Saved entries:

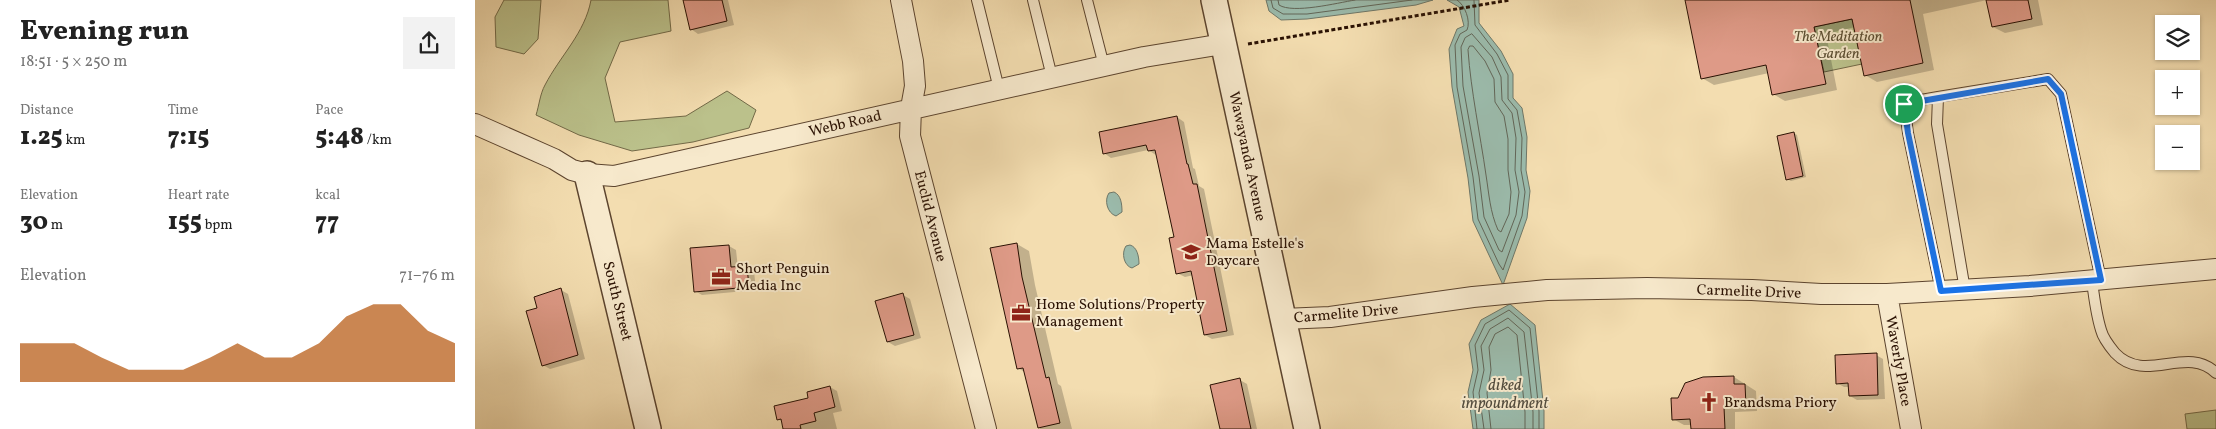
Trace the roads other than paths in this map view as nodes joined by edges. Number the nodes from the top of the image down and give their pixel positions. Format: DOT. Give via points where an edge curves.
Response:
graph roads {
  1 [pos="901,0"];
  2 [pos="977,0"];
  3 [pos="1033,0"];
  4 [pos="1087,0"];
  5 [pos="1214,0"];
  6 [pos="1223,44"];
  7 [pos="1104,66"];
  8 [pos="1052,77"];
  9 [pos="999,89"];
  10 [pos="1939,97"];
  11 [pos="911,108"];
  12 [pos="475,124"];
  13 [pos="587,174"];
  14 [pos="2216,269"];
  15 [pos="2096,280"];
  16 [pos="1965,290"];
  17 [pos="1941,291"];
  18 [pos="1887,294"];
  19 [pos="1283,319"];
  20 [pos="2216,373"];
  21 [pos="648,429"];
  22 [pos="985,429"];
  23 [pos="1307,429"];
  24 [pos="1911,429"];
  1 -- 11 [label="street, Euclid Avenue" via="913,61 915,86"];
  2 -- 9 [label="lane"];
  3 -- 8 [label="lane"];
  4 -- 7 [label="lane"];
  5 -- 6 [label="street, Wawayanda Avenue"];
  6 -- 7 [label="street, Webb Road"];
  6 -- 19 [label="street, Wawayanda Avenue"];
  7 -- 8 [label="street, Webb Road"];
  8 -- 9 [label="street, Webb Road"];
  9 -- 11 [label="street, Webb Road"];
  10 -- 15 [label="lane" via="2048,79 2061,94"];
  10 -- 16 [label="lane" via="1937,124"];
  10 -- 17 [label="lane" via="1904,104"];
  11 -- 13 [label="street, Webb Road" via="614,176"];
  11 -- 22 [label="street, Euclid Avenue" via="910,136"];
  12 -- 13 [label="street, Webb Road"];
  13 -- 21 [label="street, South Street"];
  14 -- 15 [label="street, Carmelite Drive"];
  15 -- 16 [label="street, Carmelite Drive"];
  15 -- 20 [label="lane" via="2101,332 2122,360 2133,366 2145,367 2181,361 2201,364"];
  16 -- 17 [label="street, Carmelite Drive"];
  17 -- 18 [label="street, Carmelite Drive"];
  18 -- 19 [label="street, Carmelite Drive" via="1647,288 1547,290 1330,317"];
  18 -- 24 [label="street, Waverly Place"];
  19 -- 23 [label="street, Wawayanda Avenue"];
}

### EXERCISE INSTRUCTIONS:
Copy every record above exactly as written, but leave out the pictures.

### ANSWER FOR THE TASK:
Trace the roads other than paths in this map view as nodes joined by edges. Number the nodes from the top of the image down and give their pixel positions. Format: DOT. Give via points where an edge curves.
Response:
graph roads {
  1 [pos="901,0"];
  2 [pos="977,0"];
  3 [pos="1033,0"];
  4 [pos="1087,0"];
  5 [pos="1214,0"];
  6 [pos="1223,44"];
  7 [pos="1104,66"];
  8 [pos="1052,77"];
  9 [pos="999,89"];
  10 [pos="1939,97"];
  11 [pos="911,108"];
  12 [pos="475,124"];
  13 [pos="587,174"];
  14 [pos="2216,269"];
  15 [pos="2096,280"];
  16 [pos="1965,290"];
  17 [pos="1941,291"];
  18 [pos="1887,294"];
  19 [pos="1283,319"];
  20 [pos="2216,373"];
  21 [pos="648,429"];
  22 [pos="985,429"];
  23 [pos="1307,429"];
  24 [pos="1911,429"];
  1 -- 11 [label="street, Euclid Avenue" via="913,61 915,86"];
  2 -- 9 [label="lane"];
  3 -- 8 [label="lane"];
  4 -- 7 [label="lane"];
  5 -- 6 [label="street, Wawayanda Avenue"];
  6 -- 7 [label="street, Webb Road"];
  6 -- 19 [label="street, Wawayanda Avenue"];
  7 -- 8 [label="street, Webb Road"];
  8 -- 9 [label="street, Webb Road"];
  9 -- 11 [label="street, Webb Road"];
  10 -- 15 [label="lane" via="2048,79 2061,94"];
  10 -- 16 [label="lane" via="1937,124"];
  10 -- 17 [label="lane" via="1904,104"];
  11 -- 13 [label="street, Webb Road" via="614,176"];
  11 -- 22 [label="street, Euclid Avenue" via="910,136"];
  12 -- 13 [label="street, Webb Road"];
  13 -- 21 [label="street, South Street"];
  14 -- 15 [label="street, Carmelite Drive"];
  15 -- 16 [label="street, Carmelite Drive"];
  15 -- 20 [label="lane" via="2101,332 2122,360 2133,366 2145,367 2181,361 2201,364"];
  16 -- 17 [label="street, Carmelite Drive"];
  17 -- 18 [label="street, Carmelite Drive"];
  18 -- 19 [label="street, Carmelite Drive" via="1647,288 1547,290 1330,317"];
  18 -- 24 [label="street, Waverly Place"];
  19 -- 23 [label="street, Wawayanda Avenue"];
}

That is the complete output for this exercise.